* _TASK PROMPT_
In full and without alteration, print the records below, minus any images.

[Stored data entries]
*** Block opens ***

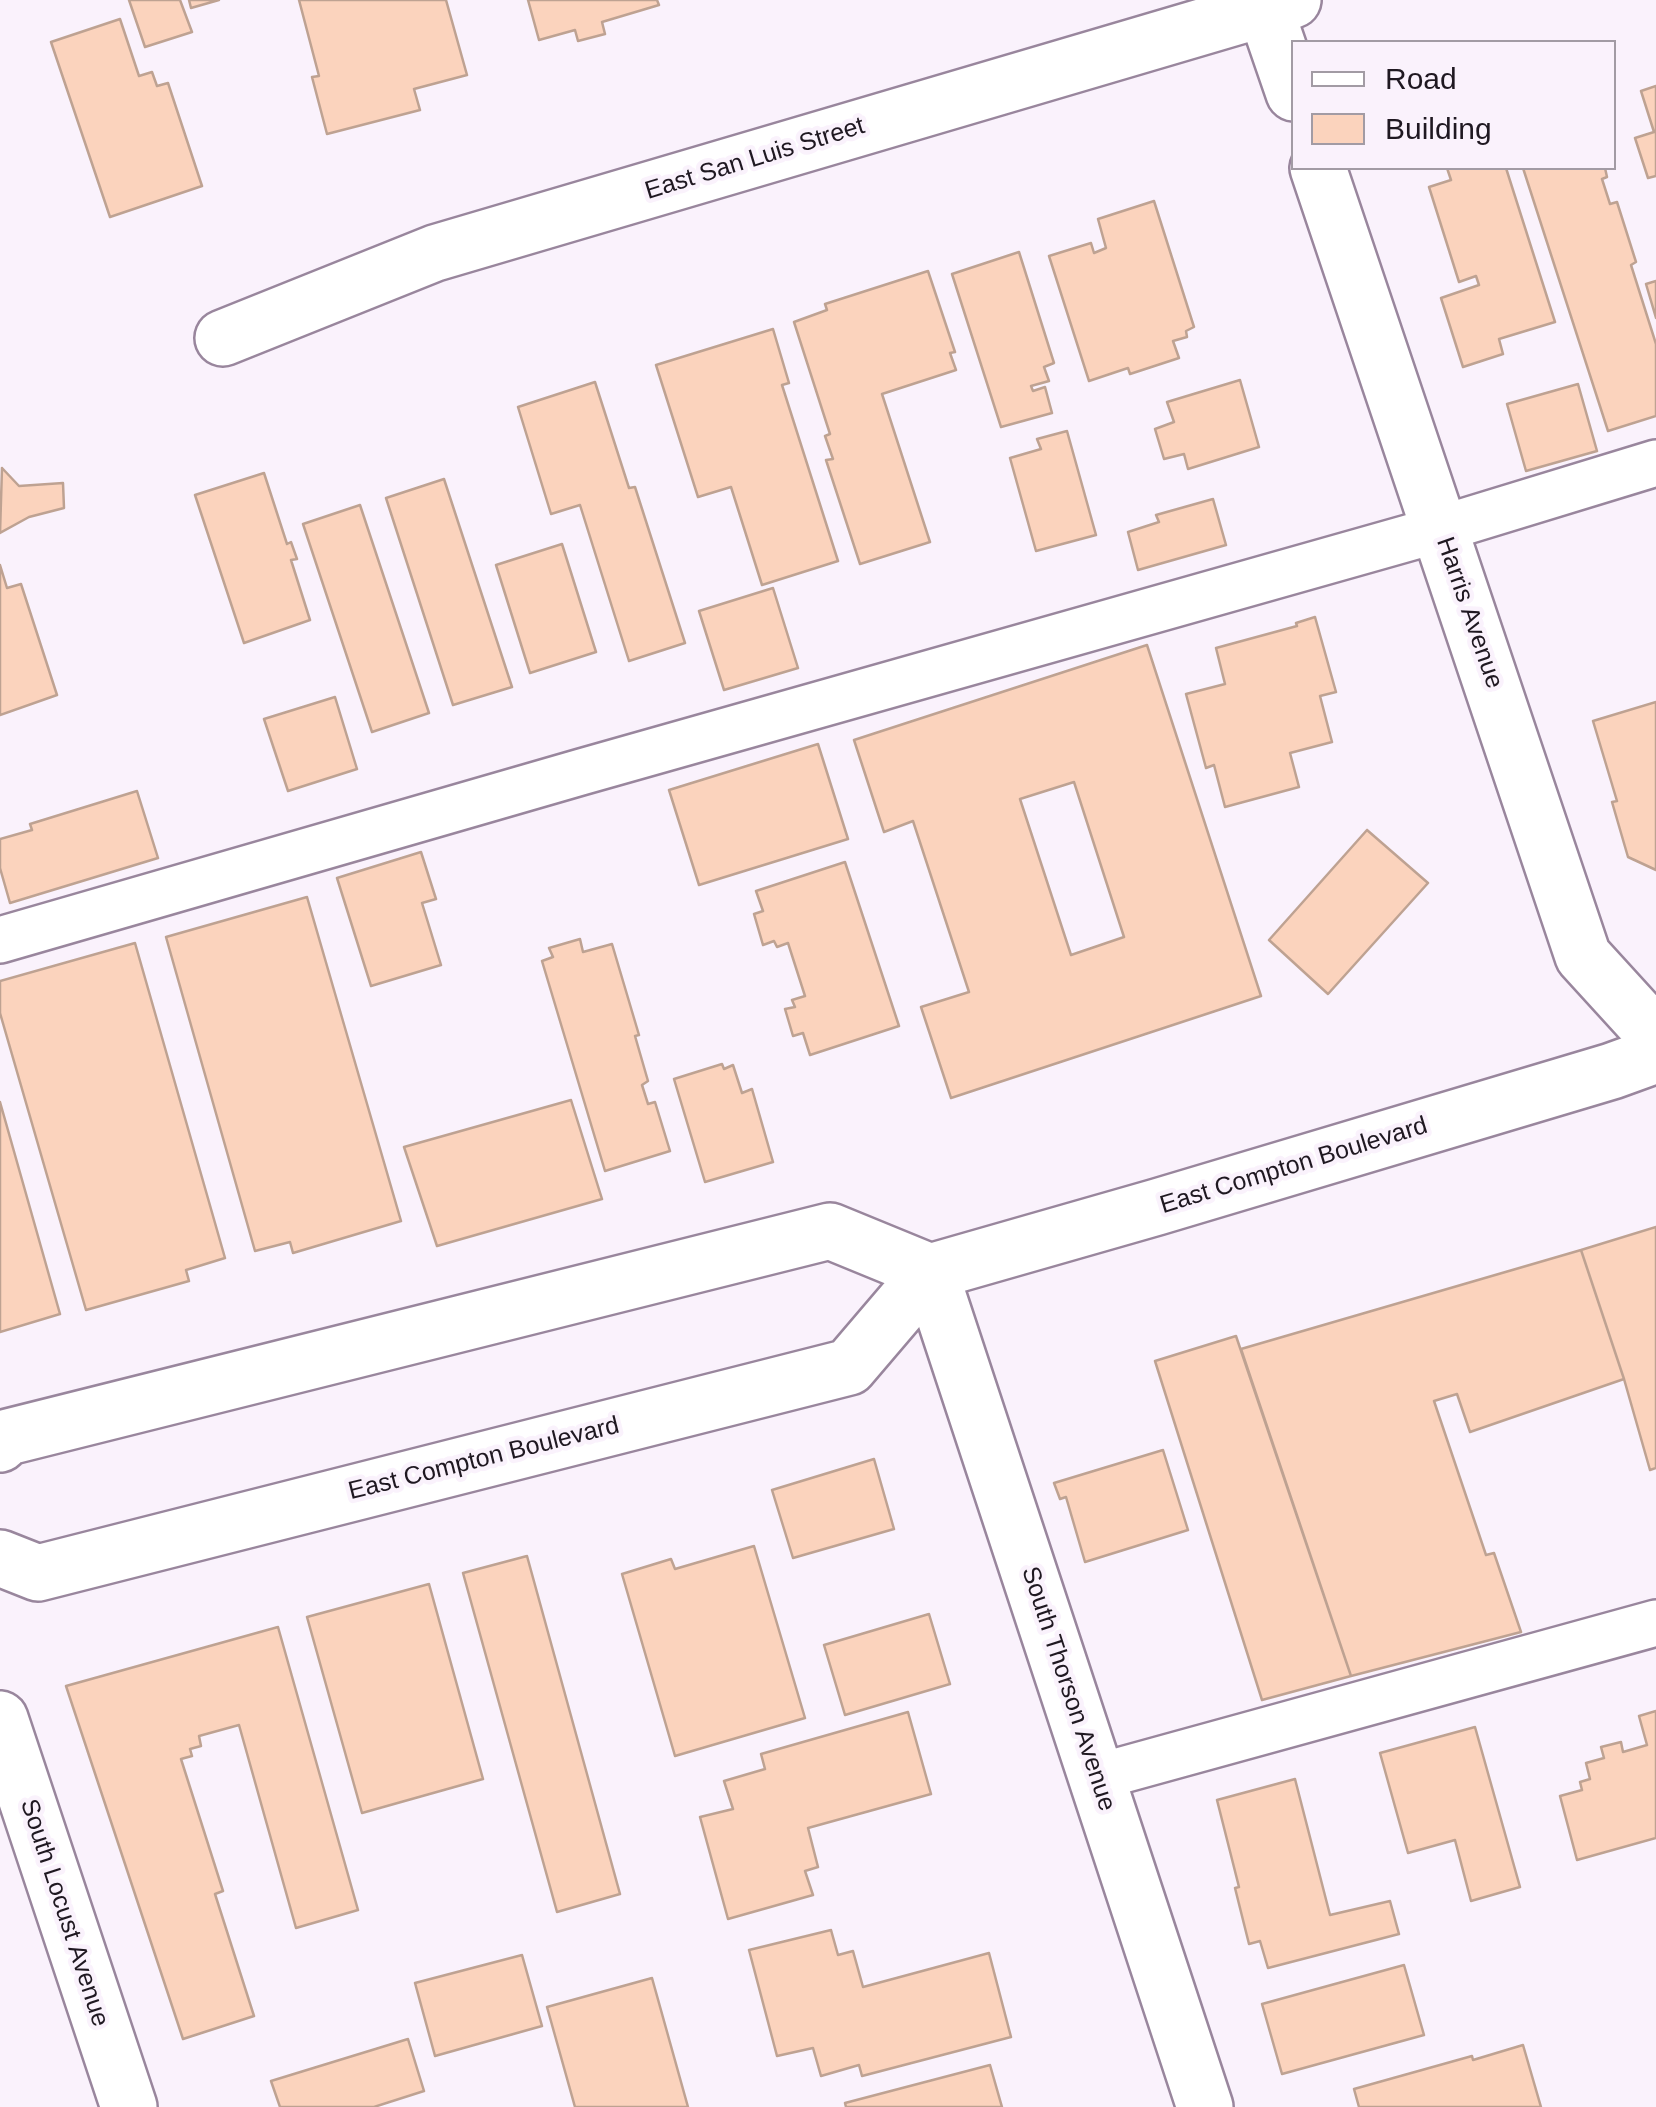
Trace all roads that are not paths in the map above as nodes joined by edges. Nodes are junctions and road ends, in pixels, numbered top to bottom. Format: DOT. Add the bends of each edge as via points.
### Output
graph roads {
  1 [pos="1273,2"];
  2 [pos="1291,81"];
  3 [pos="1319,170"];
  4 [pos="223,338"];
  5 [pos="1656,463"];
  6 [pos="1440,528"];
  7 [pos="0,940"];
  8 [pos="1656,1036"];
  9 [pos="1656,1055"];
  10 [pos="930,1272"];
  11 [pos="0,1444"];
  12 [pos="0,1558"];
  13 [pos="1656,1624"];
  14 [pos="0,1720"];
  15 [pos="1097,1777"];
  16 [pos="129,2107"];
  17 [pos="1205,2107"];
  1 -- 2 [label="street"];
  1 -- 4 [label="street, East San Luis Street" via="435,253"];
  3 -- 6 [label="street, Harris Avenue"];
  5 -- 6 [label="lane"];
  6 -- 7 [label="lane"];
  6 -- 8 [label="street, Harris Avenue" via="1583,956"];
  9 -- 10 [label="street, East Compton Boulevard"];
  10 -- 11 [label="street" via="830,1232"];
  10 -- 12 [label="street, East Compton Boulevard" via="849,1367 38,1573"];
  10 -- 15 [label="street, South Thorson Avenue"];
  13 -- 15 [label="lane"];
  14 -- 16 [label="street, South Locust Avenue"];
  15 -- 17 [label="street, South Thorson Avenue"];
}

*** Block closes ***

* _YOUR SOLUTION_
Trace all roads that are not paths in the map above as nodes joined by edges. Nodes are junctions and road ends, in pixels, numbered top to bottom. Format: DOT. Add the bends of each edge as via points.
### Output
graph roads {
  1 [pos="1273,2"];
  2 [pos="1291,81"];
  3 [pos="1319,170"];
  4 [pos="223,338"];
  5 [pos="1656,463"];
  6 [pos="1440,528"];
  7 [pos="0,940"];
  8 [pos="1656,1036"];
  9 [pos="1656,1055"];
  10 [pos="930,1272"];
  11 [pos="0,1444"];
  12 [pos="0,1558"];
  13 [pos="1656,1624"];
  14 [pos="0,1720"];
  15 [pos="1097,1777"];
  16 [pos="129,2107"];
  17 [pos="1205,2107"];
  1 -- 2 [label="street"];
  1 -- 4 [label="street, East San Luis Street" via="435,253"];
  3 -- 6 [label="street, Harris Avenue"];
  5 -- 6 [label="lane"];
  6 -- 7 [label="lane"];
  6 -- 8 [label="street, Harris Avenue" via="1583,956"];
  9 -- 10 [label="street, East Compton Boulevard"];
  10 -- 11 [label="street" via="830,1232"];
  10 -- 12 [label="street, East Compton Boulevard" via="849,1367 38,1573"];
  10 -- 15 [label="street, South Thorson Avenue"];
  13 -- 15 [label="lane"];
  14 -- 16 [label="street, South Locust Avenue"];
  15 -- 17 [label="street, South Thorson Avenue"];
}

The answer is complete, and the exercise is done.